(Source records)
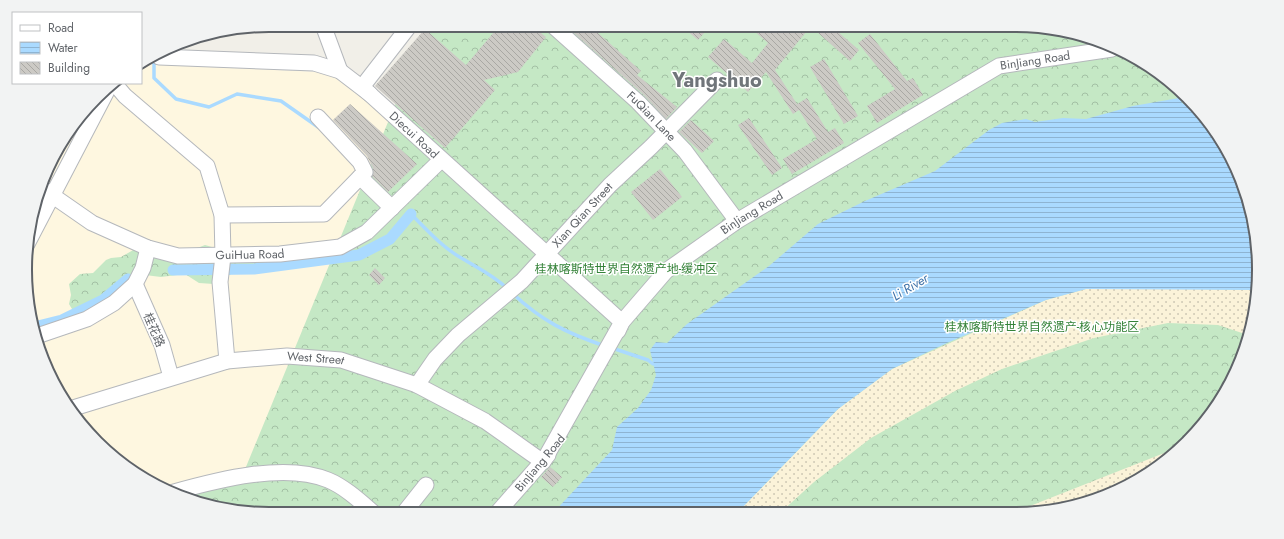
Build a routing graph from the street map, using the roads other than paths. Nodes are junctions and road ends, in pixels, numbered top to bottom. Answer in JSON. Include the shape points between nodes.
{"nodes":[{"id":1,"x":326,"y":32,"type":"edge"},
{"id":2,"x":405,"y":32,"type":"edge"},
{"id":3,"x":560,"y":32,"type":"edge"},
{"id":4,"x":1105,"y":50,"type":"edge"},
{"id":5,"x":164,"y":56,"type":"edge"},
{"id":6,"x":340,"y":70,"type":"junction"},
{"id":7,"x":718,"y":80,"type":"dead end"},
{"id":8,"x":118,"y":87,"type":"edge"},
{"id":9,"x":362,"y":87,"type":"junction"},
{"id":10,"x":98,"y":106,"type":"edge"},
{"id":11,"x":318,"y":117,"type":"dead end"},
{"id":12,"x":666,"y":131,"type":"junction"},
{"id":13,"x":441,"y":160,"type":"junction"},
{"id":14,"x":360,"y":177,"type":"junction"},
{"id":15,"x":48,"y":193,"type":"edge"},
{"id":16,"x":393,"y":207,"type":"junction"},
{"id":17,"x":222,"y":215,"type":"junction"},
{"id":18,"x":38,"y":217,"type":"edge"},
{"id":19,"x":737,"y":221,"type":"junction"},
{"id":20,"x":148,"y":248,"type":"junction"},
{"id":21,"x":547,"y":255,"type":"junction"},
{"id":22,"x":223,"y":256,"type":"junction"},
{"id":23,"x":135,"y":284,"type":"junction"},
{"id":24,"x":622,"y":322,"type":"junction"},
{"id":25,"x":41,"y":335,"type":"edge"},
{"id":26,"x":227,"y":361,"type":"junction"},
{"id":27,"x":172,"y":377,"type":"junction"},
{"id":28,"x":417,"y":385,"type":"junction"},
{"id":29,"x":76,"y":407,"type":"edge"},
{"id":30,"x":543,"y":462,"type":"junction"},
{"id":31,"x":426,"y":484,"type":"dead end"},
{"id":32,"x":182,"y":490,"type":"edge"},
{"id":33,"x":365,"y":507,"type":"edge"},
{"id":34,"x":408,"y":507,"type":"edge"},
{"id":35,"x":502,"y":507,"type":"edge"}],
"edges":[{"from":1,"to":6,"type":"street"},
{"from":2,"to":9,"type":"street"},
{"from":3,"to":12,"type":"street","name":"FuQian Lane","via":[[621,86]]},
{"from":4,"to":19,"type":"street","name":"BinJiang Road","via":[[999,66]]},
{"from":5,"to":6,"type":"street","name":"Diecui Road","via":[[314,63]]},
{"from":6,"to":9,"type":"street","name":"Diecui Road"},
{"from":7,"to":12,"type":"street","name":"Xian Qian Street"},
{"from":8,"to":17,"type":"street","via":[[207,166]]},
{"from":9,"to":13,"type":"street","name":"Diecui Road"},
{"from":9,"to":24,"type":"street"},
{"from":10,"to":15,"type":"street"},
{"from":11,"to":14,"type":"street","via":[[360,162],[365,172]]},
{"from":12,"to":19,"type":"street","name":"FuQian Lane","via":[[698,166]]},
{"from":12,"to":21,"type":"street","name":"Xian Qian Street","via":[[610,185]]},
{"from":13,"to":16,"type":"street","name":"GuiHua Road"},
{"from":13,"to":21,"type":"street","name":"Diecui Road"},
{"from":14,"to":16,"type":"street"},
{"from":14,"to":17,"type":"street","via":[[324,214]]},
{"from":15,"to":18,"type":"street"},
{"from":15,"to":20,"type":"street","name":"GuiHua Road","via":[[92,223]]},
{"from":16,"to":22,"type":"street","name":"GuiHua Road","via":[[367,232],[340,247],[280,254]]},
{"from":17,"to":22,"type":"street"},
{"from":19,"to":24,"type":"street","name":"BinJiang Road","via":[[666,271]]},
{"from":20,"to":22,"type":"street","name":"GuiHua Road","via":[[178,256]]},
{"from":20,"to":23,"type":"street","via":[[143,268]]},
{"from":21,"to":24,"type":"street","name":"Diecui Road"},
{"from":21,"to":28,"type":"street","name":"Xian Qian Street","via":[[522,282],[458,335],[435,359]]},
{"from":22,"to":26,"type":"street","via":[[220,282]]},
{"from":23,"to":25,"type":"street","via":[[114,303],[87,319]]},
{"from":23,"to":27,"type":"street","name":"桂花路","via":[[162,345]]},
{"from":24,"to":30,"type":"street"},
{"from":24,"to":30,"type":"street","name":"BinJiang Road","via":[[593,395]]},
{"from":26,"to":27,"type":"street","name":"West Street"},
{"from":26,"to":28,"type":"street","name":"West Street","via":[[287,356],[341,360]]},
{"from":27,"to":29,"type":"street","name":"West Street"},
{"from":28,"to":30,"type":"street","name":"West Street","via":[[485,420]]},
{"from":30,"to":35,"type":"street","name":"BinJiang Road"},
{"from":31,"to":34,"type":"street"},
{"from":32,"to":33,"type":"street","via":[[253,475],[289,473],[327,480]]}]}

_Problem to solve_
This exercise calls for the records to be given again exactly, without the images.

_Exercise answer_
Build a routing graph from the street map, using the roads other than paths. Nodes are junctions and road ends, in pixels, numbered top to bottom. Answer in JSON. Include the shape points between nodes.
{"nodes":[{"id":1,"x":326,"y":32,"type":"edge"},
{"id":2,"x":405,"y":32,"type":"edge"},
{"id":3,"x":560,"y":32,"type":"edge"},
{"id":4,"x":1105,"y":50,"type":"edge"},
{"id":5,"x":164,"y":56,"type":"edge"},
{"id":6,"x":340,"y":70,"type":"junction"},
{"id":7,"x":718,"y":80,"type":"dead end"},
{"id":8,"x":118,"y":87,"type":"edge"},
{"id":9,"x":362,"y":87,"type":"junction"},
{"id":10,"x":98,"y":106,"type":"edge"},
{"id":11,"x":318,"y":117,"type":"dead end"},
{"id":12,"x":666,"y":131,"type":"junction"},
{"id":13,"x":441,"y":160,"type":"junction"},
{"id":14,"x":360,"y":177,"type":"junction"},
{"id":15,"x":48,"y":193,"type":"edge"},
{"id":16,"x":393,"y":207,"type":"junction"},
{"id":17,"x":222,"y":215,"type":"junction"},
{"id":18,"x":38,"y":217,"type":"edge"},
{"id":19,"x":737,"y":221,"type":"junction"},
{"id":20,"x":148,"y":248,"type":"junction"},
{"id":21,"x":547,"y":255,"type":"junction"},
{"id":22,"x":223,"y":256,"type":"junction"},
{"id":23,"x":135,"y":284,"type":"junction"},
{"id":24,"x":622,"y":322,"type":"junction"},
{"id":25,"x":41,"y":335,"type":"edge"},
{"id":26,"x":227,"y":361,"type":"junction"},
{"id":27,"x":172,"y":377,"type":"junction"},
{"id":28,"x":417,"y":385,"type":"junction"},
{"id":29,"x":76,"y":407,"type":"edge"},
{"id":30,"x":543,"y":462,"type":"junction"},
{"id":31,"x":426,"y":484,"type":"dead end"},
{"id":32,"x":182,"y":490,"type":"edge"},
{"id":33,"x":365,"y":507,"type":"edge"},
{"id":34,"x":408,"y":507,"type":"edge"},
{"id":35,"x":502,"y":507,"type":"edge"}],
"edges":[{"from":1,"to":6,"type":"street"},
{"from":2,"to":9,"type":"street"},
{"from":3,"to":12,"type":"street","name":"FuQian Lane","via":[[621,86]]},
{"from":4,"to":19,"type":"street","name":"BinJiang Road","via":[[999,66]]},
{"from":5,"to":6,"type":"street","name":"Diecui Road","via":[[314,63]]},
{"from":6,"to":9,"type":"street","name":"Diecui Road"},
{"from":7,"to":12,"type":"street","name":"Xian Qian Street"},
{"from":8,"to":17,"type":"street","via":[[207,166]]},
{"from":9,"to":13,"type":"street","name":"Diecui Road"},
{"from":9,"to":24,"type":"street"},
{"from":10,"to":15,"type":"street"},
{"from":11,"to":14,"type":"street","via":[[360,162],[365,172]]},
{"from":12,"to":19,"type":"street","name":"FuQian Lane","via":[[698,166]]},
{"from":12,"to":21,"type":"street","name":"Xian Qian Street","via":[[610,185]]},
{"from":13,"to":16,"type":"street","name":"GuiHua Road"},
{"from":13,"to":21,"type":"street","name":"Diecui Road"},
{"from":14,"to":16,"type":"street"},
{"from":14,"to":17,"type":"street","via":[[324,214]]},
{"from":15,"to":18,"type":"street"},
{"from":15,"to":20,"type":"street","name":"GuiHua Road","via":[[92,223]]},
{"from":16,"to":22,"type":"street","name":"GuiHua Road","via":[[367,232],[340,247],[280,254]]},
{"from":17,"to":22,"type":"street"},
{"from":19,"to":24,"type":"street","name":"BinJiang Road","via":[[666,271]]},
{"from":20,"to":22,"type":"street","name":"GuiHua Road","via":[[178,256]]},
{"from":20,"to":23,"type":"street","via":[[143,268]]},
{"from":21,"to":24,"type":"street","name":"Diecui Road"},
{"from":21,"to":28,"type":"street","name":"Xian Qian Street","via":[[522,282],[458,335],[435,359]]},
{"from":22,"to":26,"type":"street","via":[[220,282]]},
{"from":23,"to":25,"type":"street","via":[[114,303],[87,319]]},
{"from":23,"to":27,"type":"street","name":"桂花路","via":[[162,345]]},
{"from":24,"to":30,"type":"street"},
{"from":24,"to":30,"type":"street","name":"BinJiang Road","via":[[593,395]]},
{"from":26,"to":27,"type":"street","name":"West Street"},
{"from":26,"to":28,"type":"street","name":"West Street","via":[[287,356],[341,360]]},
{"from":27,"to":29,"type":"street","name":"West Street"},
{"from":28,"to":30,"type":"street","name":"West Street","via":[[485,420]]},
{"from":30,"to":35,"type":"street","name":"BinJiang Road"},
{"from":31,"to":34,"type":"street"},
{"from":32,"to":33,"type":"street","via":[[253,475],[289,473],[327,480]]}]}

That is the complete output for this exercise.